De werkwoordsvormen ontwikkeld en ontwikkelt worden weleens met elkaar verward. Dat komt doordat ze dezelfde uitspraak hebben.
- jij ontwikkelt, u ontwikkelt, hij ontwikkelt, zij ontwikkelt
bij inversie: ontwikkelt u, ontwikkelt hij, ontwikkelt zij - voltooid deelwoord: ik heb ontwikkeld
- als bijvoeglijk naamwoord: een ontwikkeld product
Er is een eenvoudig trucje om te achterhalen of u de persoonsvorm in de tegenwoordige tijd met -t of -d moet schrijven: vergelijk het werkwoord waarover u twijfelt met een werkwoord waarover u niet twijfelt – bijvoorbeeld vormen – en spel het op dezelfde manier.

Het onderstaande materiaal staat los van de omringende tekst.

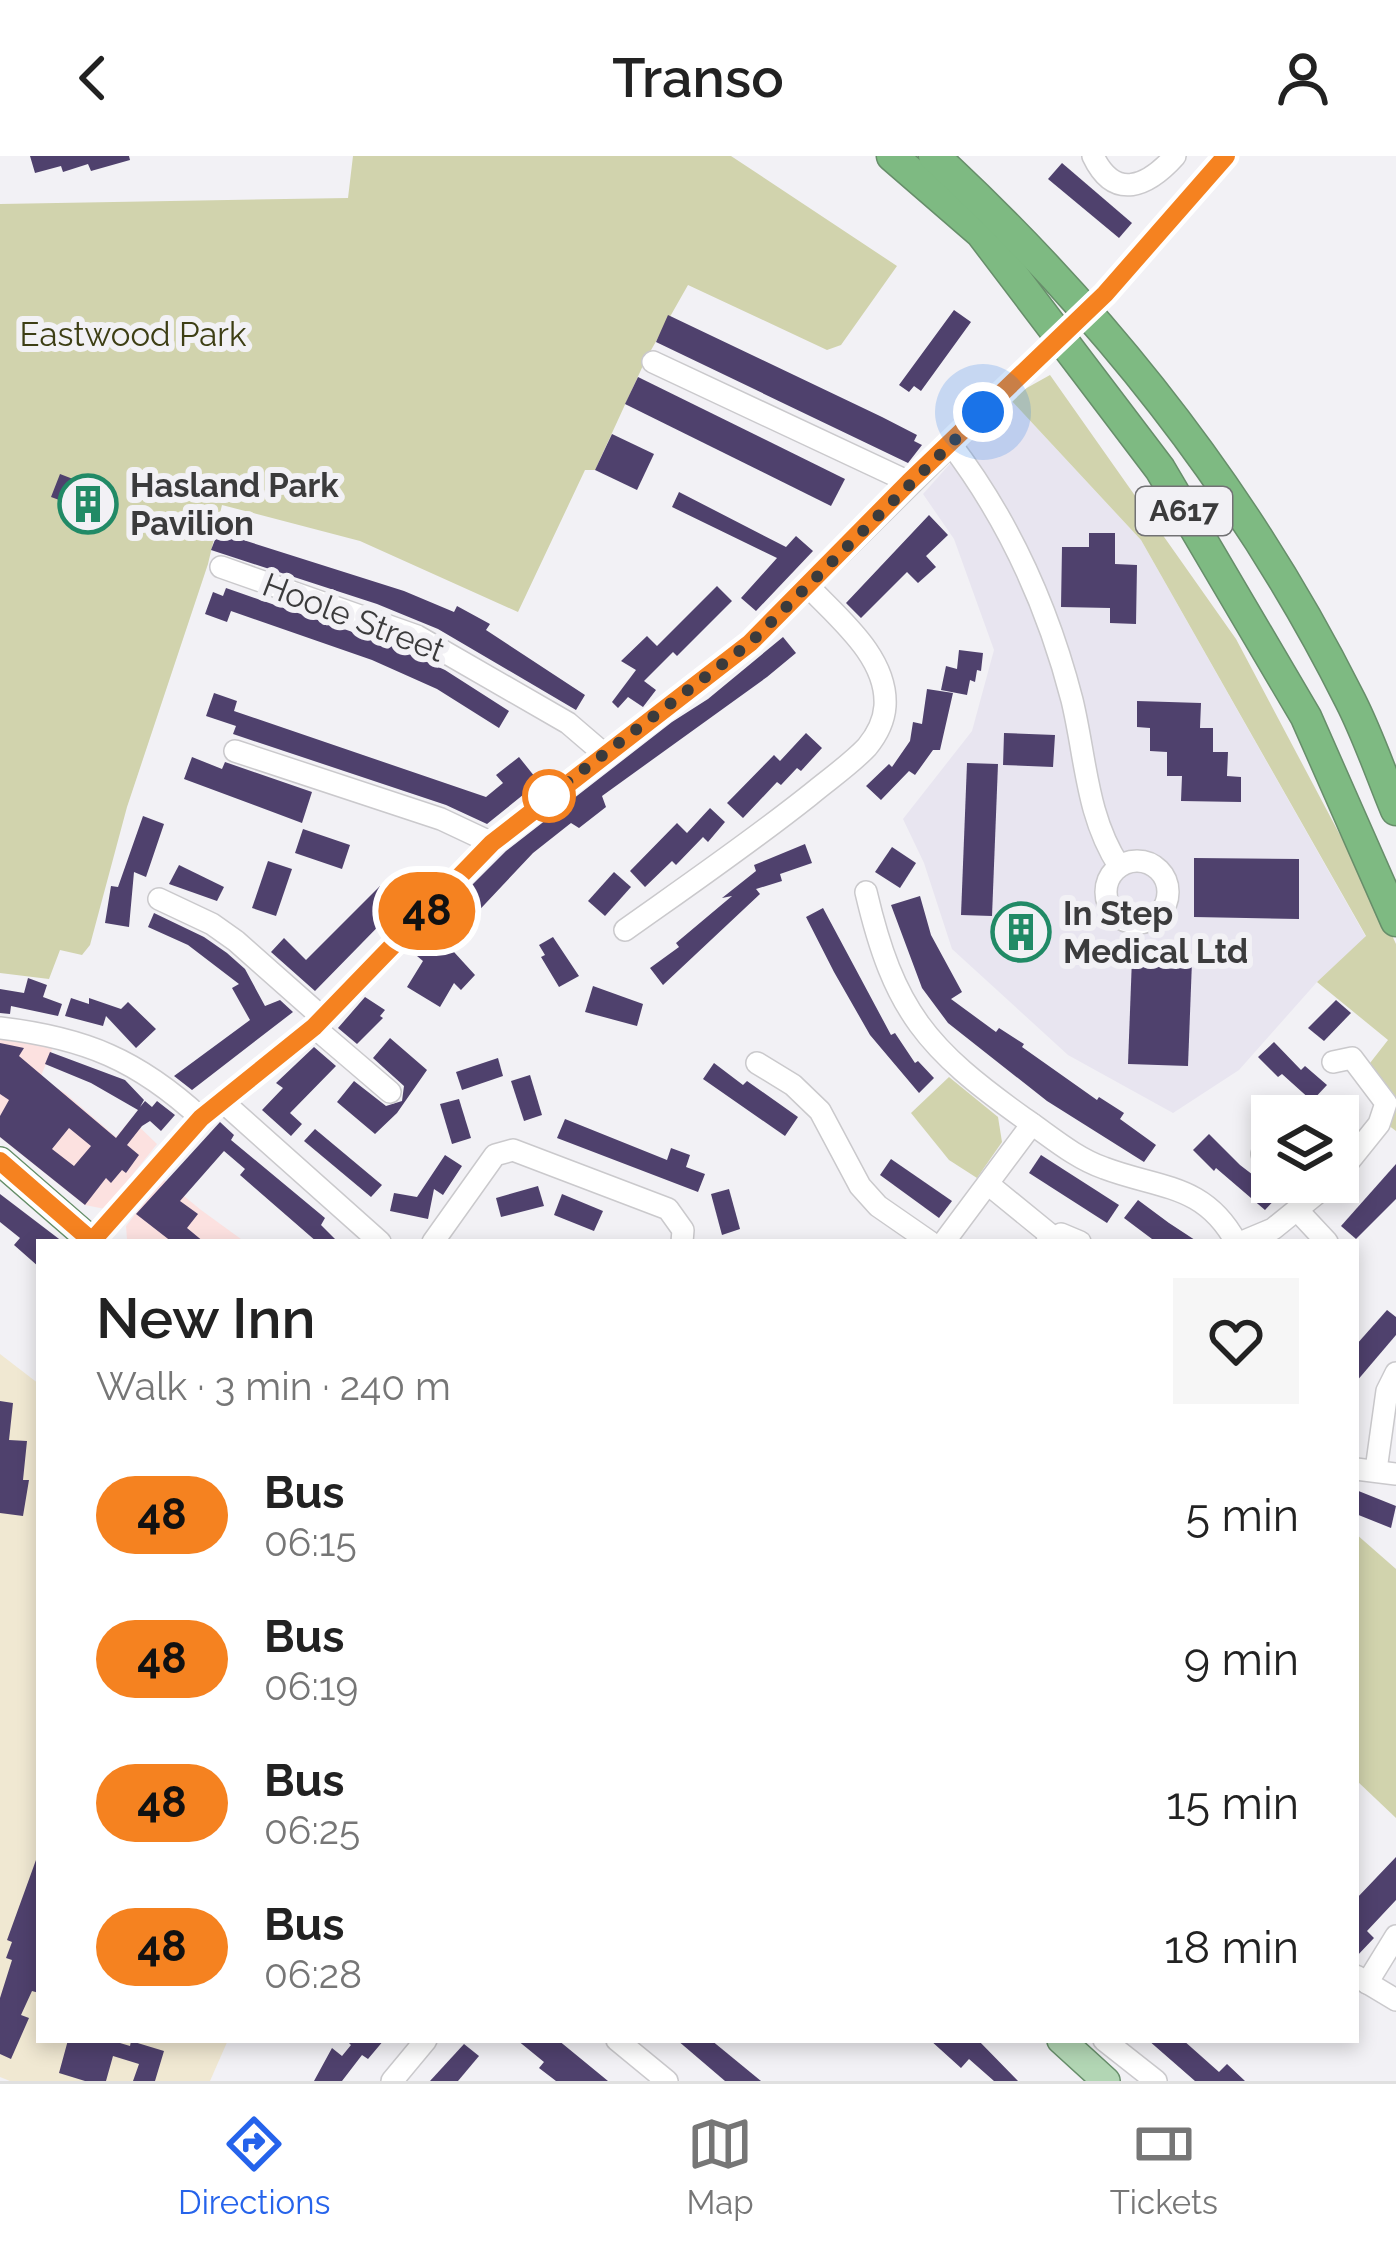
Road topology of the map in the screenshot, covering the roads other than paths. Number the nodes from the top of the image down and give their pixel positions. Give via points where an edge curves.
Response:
1 (892, 156) edge
2 (934, 156) edge
3 (1093, 156) edge
4 (1175, 156) edge
5 (1226, 156) edge
6 (652, 362) dead end
7 (950, 443) junction
8 (909, 482) junction
9 (221, 568) dead end
10 (808, 586) junction
11 (236, 751) dead end
12 (603, 753) junction
13 (1396, 810) edge
14 (492, 843) junction
15 (1119, 866) dead end
16 (866, 892) dead end
17 (159, 898) dead end
18 (1396, 921) edge
19 (625, 930) dead end
20 (318, 1023) junction
21 (0, 1028) edge
22 (1349, 1056) dead end
23 (757, 1064) dead end
24 (390, 1092) dead end
25 (222, 1101) junction
26 (201, 1118) junction
27 (1032, 1124) junction
28 (1359, 1149) edge
29 (0, 1161) edge
30 (988, 1184) junction
31 (1305, 1203) edge
32 (1298, 1211) junction
33 (90, 1239) edge
34 (96, 1239) edge
35 (377, 1239) edge
36 (435, 1239) edge
37 (682, 1239) edge
38 (926, 1239) edge
39 (946, 1239) edge
40 (1050, 1239) edge
41 (1236, 1239) edge
42 (1247, 1239) edge
43 (1324, 1239) edge
44 (1396, 1373) edge
45 (1376, 1471) edge
46 (1396, 1936) edge
47 (1362, 1979) edge
48 (1396, 2000) edge
49 (424, 2043) edge
50 (621, 2043) edge
51 (1064, 2043) edge
52 (1108, 2043) edge
53 (392, 2081) edge
54 (667, 2081) edge
55 (1106, 2081) edge
56 (1156, 2081) edge

1 - 18 highway, A617 via 981,233 1160,469 1306,717
2 - 13 highway, A617 via 1010,226 1188,434 1351,701
3 - 4 street via 1111,178 1132,185 1146,184
5 - 7 street, bridge via 1105,294
6 - 8 street
7 - 8 street
7 - 15 street via 1026,569 1070,693 1090,804
8 - 10 street
9 - 12 street, Hoole Street via 417,636 568,723
10 - 12 street via 750,643
10 - 19 street via 880,674 881,723 829,780 650,924
11 - 14 street
12 - 14 street
14 - 20 street
16 - 27 street via 863,921 927,1037
17 - 20 street via 241,933
20 - 24 street
20 - 25 street
21 - 26 street via 69,1038 146,1074
22 - 28 street via 1384,1095 1386,1110
23 - 38 street via 786,1073 820,1111 860,1186
25 - 26 street
25 - 35 street
26 - 34 street
27 - 30 street
27 - 41 street via 1100,1167 1189,1192
29 - 33 main road
30 - 39 street
30 - 40 street
31 - 32 street
32 - 42 street
32 - 43 street
36 - 37 street via 495,1155 513,1150 668,1209
44 - 45 street
46 - 47 street
47 - 48 street
49 - 53 street
50 - 54 street
51 - 55 main road
52 - 56 street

- hij ontwikkelt, met stam + -t zoals in hij vormt
- ontwikkelt u, met stam + -t zoals in vormt u
Er is ook een trucje om te achterhalen of u aan het eind van het voltooid deelwoord -d of -t moet schrijven. U kunt daarvoor vergelijken met de verledentijdsvorm. Als die op -de(n) eindigt, krijgt ook het voltooid deelwoord een -d. Als de verledentijdsvorm op -te(n) eindigt, krijgt ook het voltooid deelwoord een -t.
- ik heb ontwikkeld, met een -d zoals in (ik) ontwikkelde
Om te achterhalen of u wel degelijk met een voltooid deelwoord te maken hebt, kunt u het werkwoord vervangen door een werkwoord dat in het voltooid deelwoord ge- toegevoegd krijgt en niet al ge- heeft in de infinitief, zoals creëren. Bij zulke werkwoorden is er geen verwarring mogelijk tussen het voltooid deelwoord en een andere vorm.
- ze hebben een product ontwikkeld, vergelijkbaar met ze hebben een product gecreëerd
Vergelijkbare werkwoordsvormen met ont- die tot twijfel kunnen leiden, zijn: ontcijferd / ontcijfert, ontdooid / ontdooit, ontdubbeld / ontdubbelt, onterfd / onterft, ontfutseld / ontfutselt, ontgroend / ontgroent, onthuld / onthult, ontkiemd / ontkiemt, ontluisd / ontluist, ontroerd / ontroert, ontsierd / ontsiert, ontvlamd / ontvlamt, ontvlooid / ontvlooit, ontvolgd / ontvolgt, ontward / ontwart.